Affiliated Faculty, NYU Wagner; Professor, NYU Department of Social and Cultural Analysis
Thomas J. Sugrue is Professor of Social and Cultural Analysis and History at NYU. A specialist in twentieth-century American politics, urban history, civil rights, and race, Sugrue was educated at Columbia; King's College, Cambridge; and Harvard, where he earned his Ph.D. in 1992. He is a Fellow of the American Academy of Arts and Sciences, an elected member of the Society of American Historians, and past president of both the Urban History Association and the Social Science History Association. He taught from 1991-2015 at the University of Pennsylvania, where he was David Boies Professor of History and Sociology and founding director of the Penn Social Science and Policy Forum.
Sugrue is author of Not Even Past: Barack Obama and the Burden of Race (Princeton University Press, 2010), also in French translation, and Sweet Land of Liberty: The Forgotten Struggle for Civil Rights in the North (Random House, 2008), a Main Selection of the History Book Club and a finalist for the 2008 Los Angeles Times Book Prize. His first book, The Origins of the Urban Crisis (Princeton University Press, 1996), won the Bancroft Prize in American History, the Philip Taft Prize in Labor History, the President's Book Award of the Social Science History Association, and the Urban History Association Award for Best Book in North American Urban History and was selected a Choice Outstanding Academic Book, an American Prospect On-Line Top Shelf Book on Race and Inequality, and a Lingua Franca Breakthrough Book on Race. It has been translated into Japanese. In 2005, Princeton University Press selected The Origins of the Urban Crisis as one of its 100 most influential books of the past one hundred years and published a new edition of The Origins of the Urban Crisis as a Princeton Classic.

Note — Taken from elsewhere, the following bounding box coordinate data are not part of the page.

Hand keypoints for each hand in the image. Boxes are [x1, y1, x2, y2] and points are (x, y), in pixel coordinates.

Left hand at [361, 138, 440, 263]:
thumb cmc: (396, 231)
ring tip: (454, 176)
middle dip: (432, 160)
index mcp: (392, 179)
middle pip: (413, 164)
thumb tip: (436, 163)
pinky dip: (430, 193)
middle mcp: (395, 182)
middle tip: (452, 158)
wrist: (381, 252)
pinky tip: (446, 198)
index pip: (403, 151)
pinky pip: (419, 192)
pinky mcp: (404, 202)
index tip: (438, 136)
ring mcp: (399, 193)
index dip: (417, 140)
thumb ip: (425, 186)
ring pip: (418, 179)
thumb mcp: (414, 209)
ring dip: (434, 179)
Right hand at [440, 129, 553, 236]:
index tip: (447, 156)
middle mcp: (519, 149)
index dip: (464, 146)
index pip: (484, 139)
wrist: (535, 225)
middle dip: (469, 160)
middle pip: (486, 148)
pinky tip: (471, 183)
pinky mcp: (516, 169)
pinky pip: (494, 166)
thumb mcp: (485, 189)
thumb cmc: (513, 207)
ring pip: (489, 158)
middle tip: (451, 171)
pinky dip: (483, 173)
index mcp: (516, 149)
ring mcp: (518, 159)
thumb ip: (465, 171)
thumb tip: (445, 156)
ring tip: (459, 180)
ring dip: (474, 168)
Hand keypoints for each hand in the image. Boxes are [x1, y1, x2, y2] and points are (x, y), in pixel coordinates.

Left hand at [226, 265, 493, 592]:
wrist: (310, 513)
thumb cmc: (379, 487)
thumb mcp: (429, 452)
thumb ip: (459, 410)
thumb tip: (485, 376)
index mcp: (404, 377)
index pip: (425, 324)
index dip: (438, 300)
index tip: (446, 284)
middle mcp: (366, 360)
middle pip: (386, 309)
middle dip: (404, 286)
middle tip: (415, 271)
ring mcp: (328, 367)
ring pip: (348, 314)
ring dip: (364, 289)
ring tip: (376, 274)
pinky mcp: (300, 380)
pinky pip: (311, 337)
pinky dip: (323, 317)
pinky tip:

A new edition of the book, covering the Detroit bankruptcy, was published by Princeton in 2014.
Sugrue has given over 300 talks to audiences at colleges and universities throughout the U.S., in Canada, Britain, Germany, France, Argentina, Israel, and Japan, and to academic conferences, community groups, foundations, and religious organizations. Since 2002, he has served as an Organization of American Historians Distinguished Lecturer.